• _TO DO_:
Every entry below must be retyped exactly, and the pictures must be left out.

(Collected data entries)
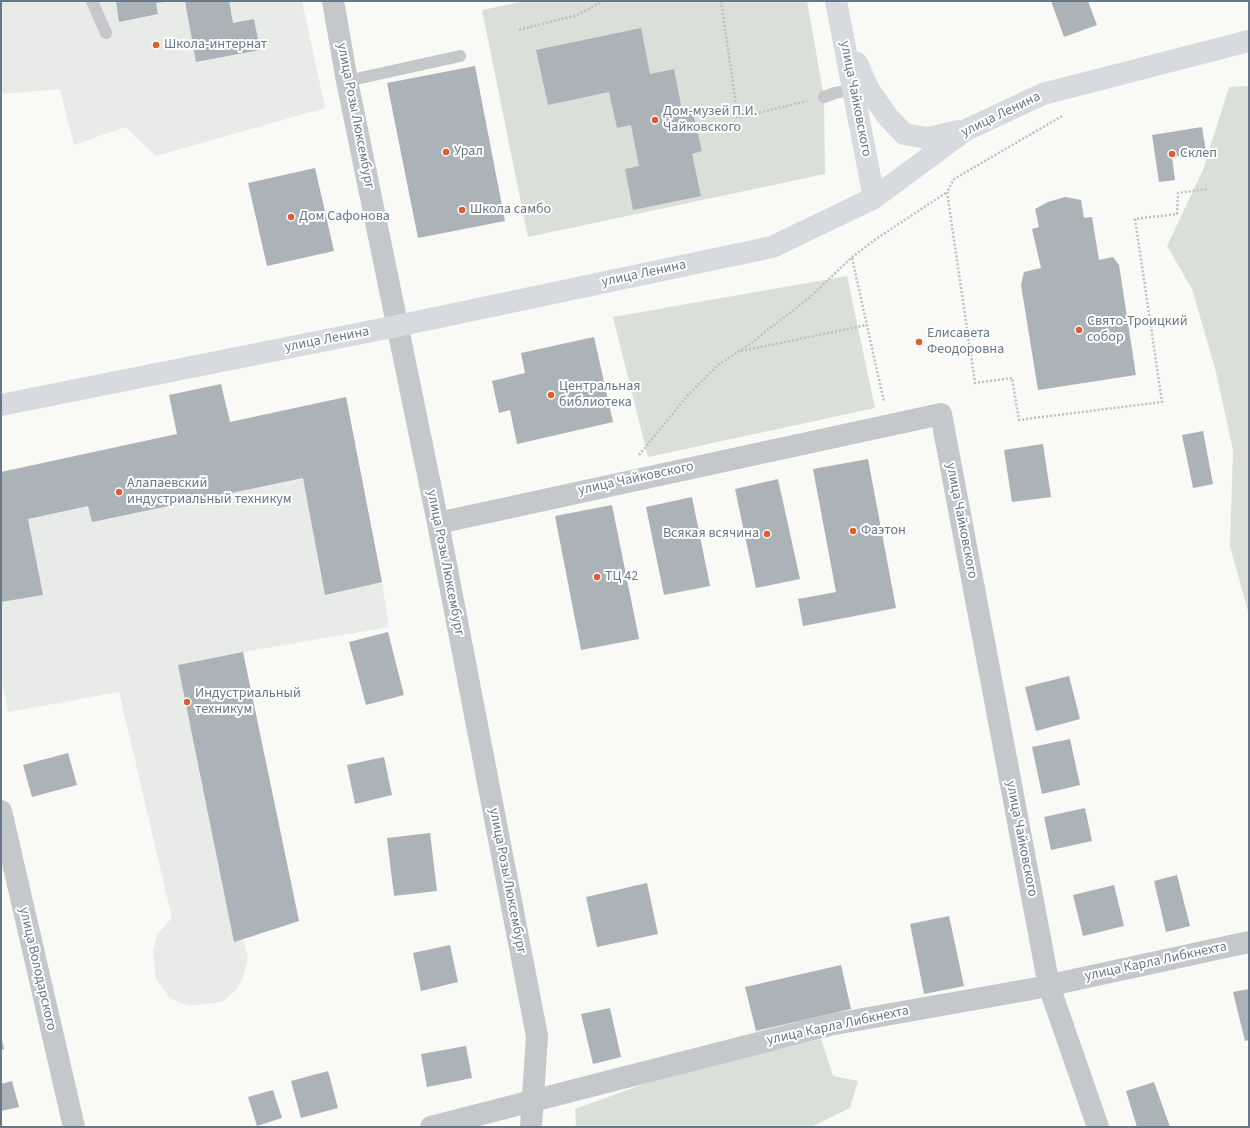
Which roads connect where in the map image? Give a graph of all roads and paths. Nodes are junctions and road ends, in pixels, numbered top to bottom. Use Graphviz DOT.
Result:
graph roads {
  1 [pos="92,1"];
  2 [pos="333,1"];
  3 [pos="603,1"];
  4 [pos="721,1"];
  5 [pos="836,1"];
  6 [pos="840,25"];
  7 [pos="519,30"];
  8 [pos="106,33"];
  9 [pos="1249,41"];
  10 [pos="460,56"];
  11 [pos="347,81"];
  12 [pos="853,89"];
  13 [pos="824,97"];
  14 [pos="1068,112"];
  15 [pos="966,130"];
  16 [pos="1206,189"];
  17 [pos="947,192"];
  18 [pos="874,198"];
  19 [pos="851,258"];
  20 [pos="867,325"];
  21 [pos="397,326"];
  22 [pos="738,351"];
  23 [pos="1,405"];
  24 [pos="886,426"];
  25 [pos="615,484"];
  26 [pos="438,523"];
  27 [pos="1,811"];
  28 [pos="1249,942"];
  29 [pos="1049,986"];
  30 [pos="533,1101"];
  31 [pos="74,1127"];
  32 [pos="432,1127"];
  33 [pos="531,1127"];
  34 [pos="1098,1127"];
  1 -- 8 [label="lane"];
  2 -- 11 [label="street, улица Розы Люксембург"];
  3 -- 7 [label="path"];
  4 -- 13 [label="path"];
  5 -- 6 [label="street, улица Чайковского"];
  6 -- 12 [label="street, улица Чайковского"];
  6 -- 15 [label="street"];
  9 -- 15 [label="street, улица Ленина"];
  10 -- 11 [label="lane"];
  11 -- 21 [label="street, улица Розы Люксембург"];
  12 -- 13 [label="lane"];
  12 -- 18 [label="street, улица Чайковского"];
  14 -- 17 [label="path"];
  15 -- 18 [label="street, улица Ленина"];
  16 -- 17 [label="path"];
  17 -- 19 [label="path"];
  18 -- 21 [label="street, улица Ленина"];
  19 -- 20 [label="path"];
  19 -- 22 [label="path"];
  20 -- 22 [label="path"];
  20 -- 24 [label="path"];
  21 -- 23 [label="street, улица Ленина"];
  21 -- 26 [label="street, улица Розы Люксембург"];
  22 -- 25 [label="path"];
  24 -- 25 [label="street, улица Чайковского"];
  24 -- 29 [label="street, улица Чайковского"];
  25 -- 26 [label="street, улица Чайковского"];
  26 -- 30 [label="street, улица Розы Люксембург"];
  27 -- 31 [label="street, улица Володарского"];
  28 -- 29 [label="street, улица Карла Либкнехта"];
  29 -- 30 [label="street, улица Карла Либкнехта"];
  29 -- 34 [label="street, улица Чайковского"];
  30 -- 32 [label="street, улица Карла Либкнехта"];
  30 -- 33 [label="street, улица Розы Люксембург"];
}
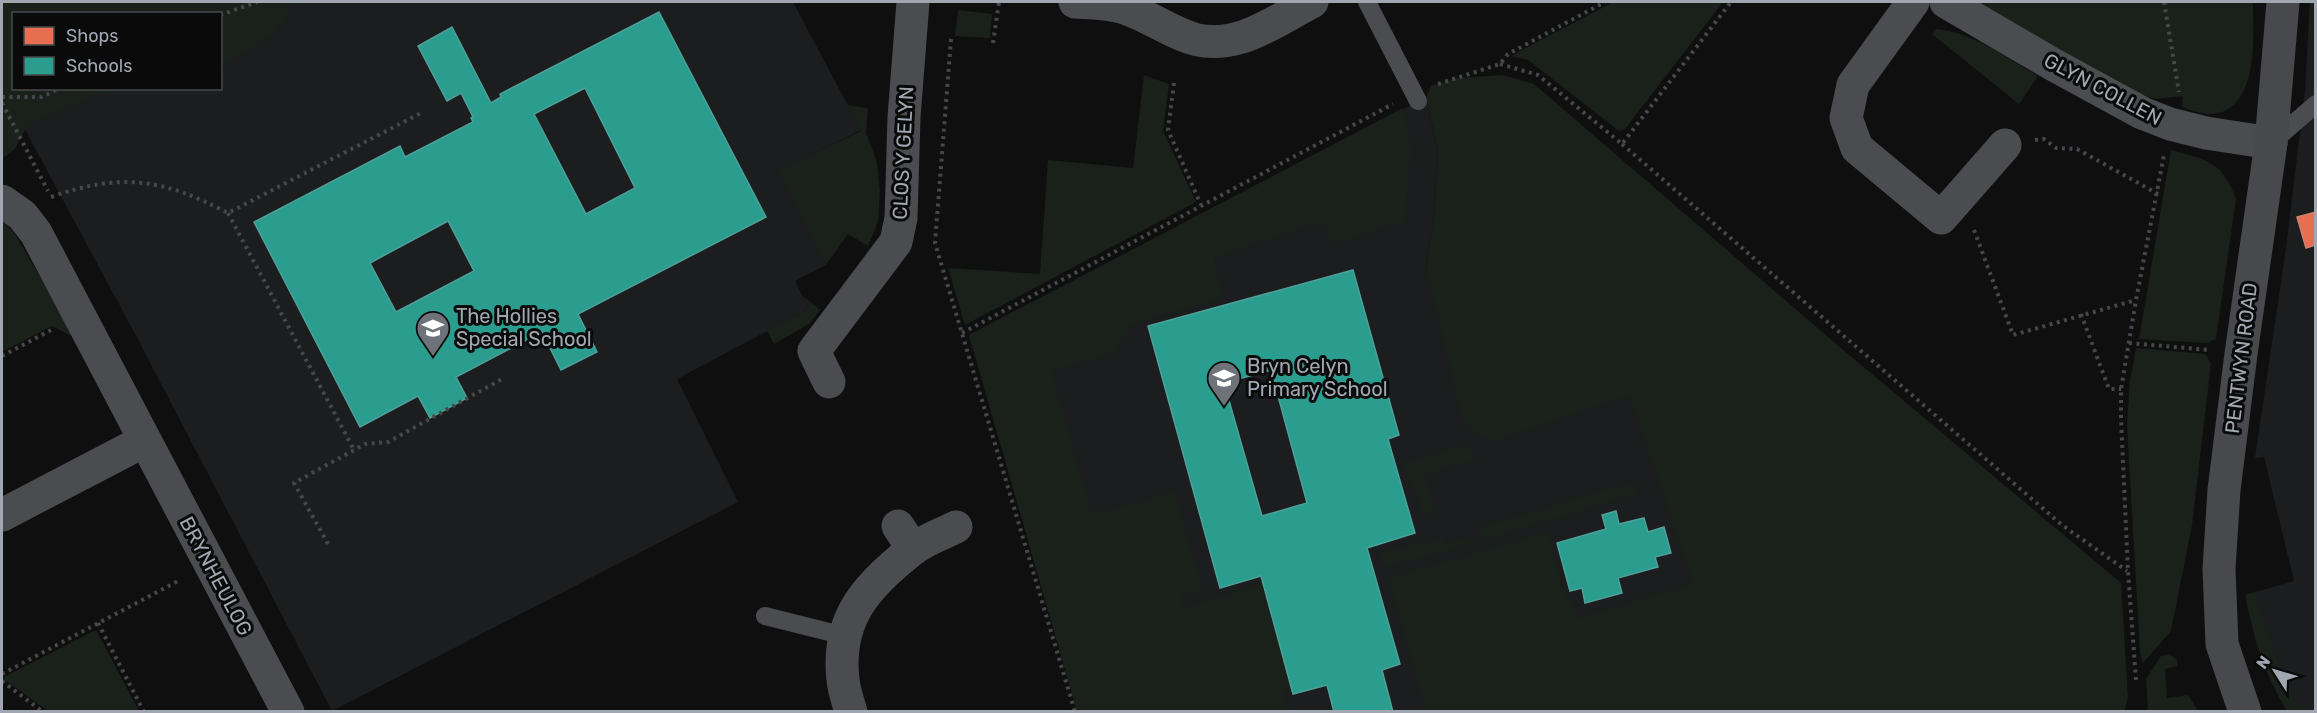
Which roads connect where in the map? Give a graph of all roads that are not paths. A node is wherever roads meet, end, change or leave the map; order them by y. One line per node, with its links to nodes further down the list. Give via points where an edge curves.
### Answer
1 (914, 2): 13 (street, CLOS Y GELYN, via 904,117 902,218 896,242 884,261 814,351)
2 (1075, 2): 3 (street, via 1122,7 1186,38 1204,42 1244,37)
3 (1312, 2)
4 (1366, 2): 8 (lane)
5 (1913, 2): 11 (street, via 1853,85 1846,118 1857,148 1941,218)
6 (1946, 2): 10 (street, GLYN COLLEN, via 2142,113 2230,138)
7 (2283, 2): 10 (street, PENTWYN ROAD)
8 (1416, 97)
9 (2316, 104): 10 (lane)
10 (2271, 143): 21 (street, PENTWYN ROAD, via 2224,490 2219,569 2222,644)
11 (2005, 145)
12 (2, 201): 14 (street, BRYNHEULOG, via 22,215 36,233)
13 (829, 382)
14 (144, 441): 15 (street); 19 (street, BRYNHEULOG)
15 (2, 515)
16 (957, 527): 18 (street, via 906,537 864,593 848,621)
17 (765, 616): 18 (lane)
18 (845, 636): 20 (street, via 843,681)
19 (288, 711)
20 (851, 711)
21 (2244, 711)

• _WORKED SOLUTION_:
Which roads connect where in the map image? Give a graph of all roads and paths. Nodes are junctions and road ends, in pixels, numbered top to bottom. Use Graphviz DOT.
Result:
graph roads {
  1 [pos="92,1"];
  2 [pos="333,1"];
  3 [pos="603,1"];
  4 [pos="721,1"];
  5 [pos="836,1"];
  6 [pos="840,25"];
  7 [pos="519,30"];
  8 [pos="106,33"];
  9 [pos="1249,41"];
  10 [pos="460,56"];
  11 [pos="347,81"];
  12 [pos="853,89"];
  13 [pos="824,97"];
  14 [pos="1068,112"];
  15 [pos="966,130"];
  16 [pos="1206,189"];
  17 [pos="947,192"];
  18 [pos="874,198"];
  19 [pos="851,258"];
  20 [pos="867,325"];
  21 [pos="397,326"];
  22 [pos="738,351"];
  23 [pos="1,405"];
  24 [pos="886,426"];
  25 [pos="615,484"];
  26 [pos="438,523"];
  27 [pos="1,811"];
  28 [pos="1249,942"];
  29 [pos="1049,986"];
  30 [pos="533,1101"];
  31 [pos="74,1127"];
  32 [pos="432,1127"];
  33 [pos="531,1127"];
  34 [pos="1098,1127"];
  1 -- 8 [label="lane"];
  2 -- 11 [label="street, улица Розы Люксембург"];
  3 -- 7 [label="path"];
  4 -- 13 [label="path"];
  5 -- 6 [label="street, улица Чайковского"];
  6 -- 12 [label="street, улица Чайковского"];
  6 -- 15 [label="street"];
  9 -- 15 [label="street, улица Ленина"];
  10 -- 11 [label="lane"];
  11 -- 21 [label="street, улица Розы Люксембург"];
  12 -- 13 [label="lane"];
  12 -- 18 [label="street, улица Чайковского"];
  14 -- 17 [label="path"];
  15 -- 18 [label="street, улица Ленина"];
  16 -- 17 [label="path"];
  17 -- 19 [label="path"];
  18 -- 21 [label="street, улица Ленина"];
  19 -- 20 [label="path"];
  19 -- 22 [label="path"];
  20 -- 22 [label="path"];
  20 -- 24 [label="path"];
  21 -- 23 [label="street, улица Ленина"];
  21 -- 26 [label="street, улица Розы Люксембург"];
  22 -- 25 [label="path"];
  24 -- 25 [label="street, улица Чайковского"];
  24 -- 29 [label="street, улица Чайковского"];
  25 -- 26 [label="street, улица Чайковского"];
  26 -- 30 [label="street, улица Розы Люксембург"];
  27 -- 31 [label="street, улица Володарского"];
  28 -- 29 [label="street, улица Карла Либкнехта"];
  29 -- 30 [label="street, улица Карла Либкнехта"];
  29 -- 34 [label="street, улица Чайковского"];
  30 -- 32 [label="street, улица Карла Либкнехта"];
  30 -- 33 [label="street, улица Розы Люксембург"];
}
Which roads connect where in the map? Give a graph of all roads that are not paths. A node is wherever roads meet, end, change or leave the map; order them by y. One line per node, with its links to nodes further down the list. Give via points where an edge curves.
### Answer
1 (914, 2): 13 (street, CLOS Y GELYN, via 904,117 902,218 896,242 884,261 814,351)
2 (1075, 2): 3 (street, via 1122,7 1186,38 1204,42 1244,37)
3 (1312, 2)
4 (1366, 2): 8 (lane)
5 (1913, 2): 11 (street, via 1853,85 1846,118 1857,148 1941,218)
6 (1946, 2): 10 (street, GLYN COLLEN, via 2142,113 2230,138)
7 (2283, 2): 10 (street, PENTWYN ROAD)
8 (1416, 97)
9 (2316, 104): 10 (lane)
10 (2271, 143): 21 (street, PENTWYN ROAD, via 2224,490 2219,569 2222,644)
11 (2005, 145)
12 (2, 201): 14 (street, BRYNHEULOG, via 22,215 36,233)
13 (829, 382)
14 (144, 441): 15 (street); 19 (street, BRYNHEULOG)
15 (2, 515)
16 (957, 527): 18 (street, via 906,537 864,593 848,621)
17 (765, 616): 18 (lane)
18 (845, 636): 20 (street, via 843,681)
19 (288, 711)
20 (851, 711)
21 (2244, 711)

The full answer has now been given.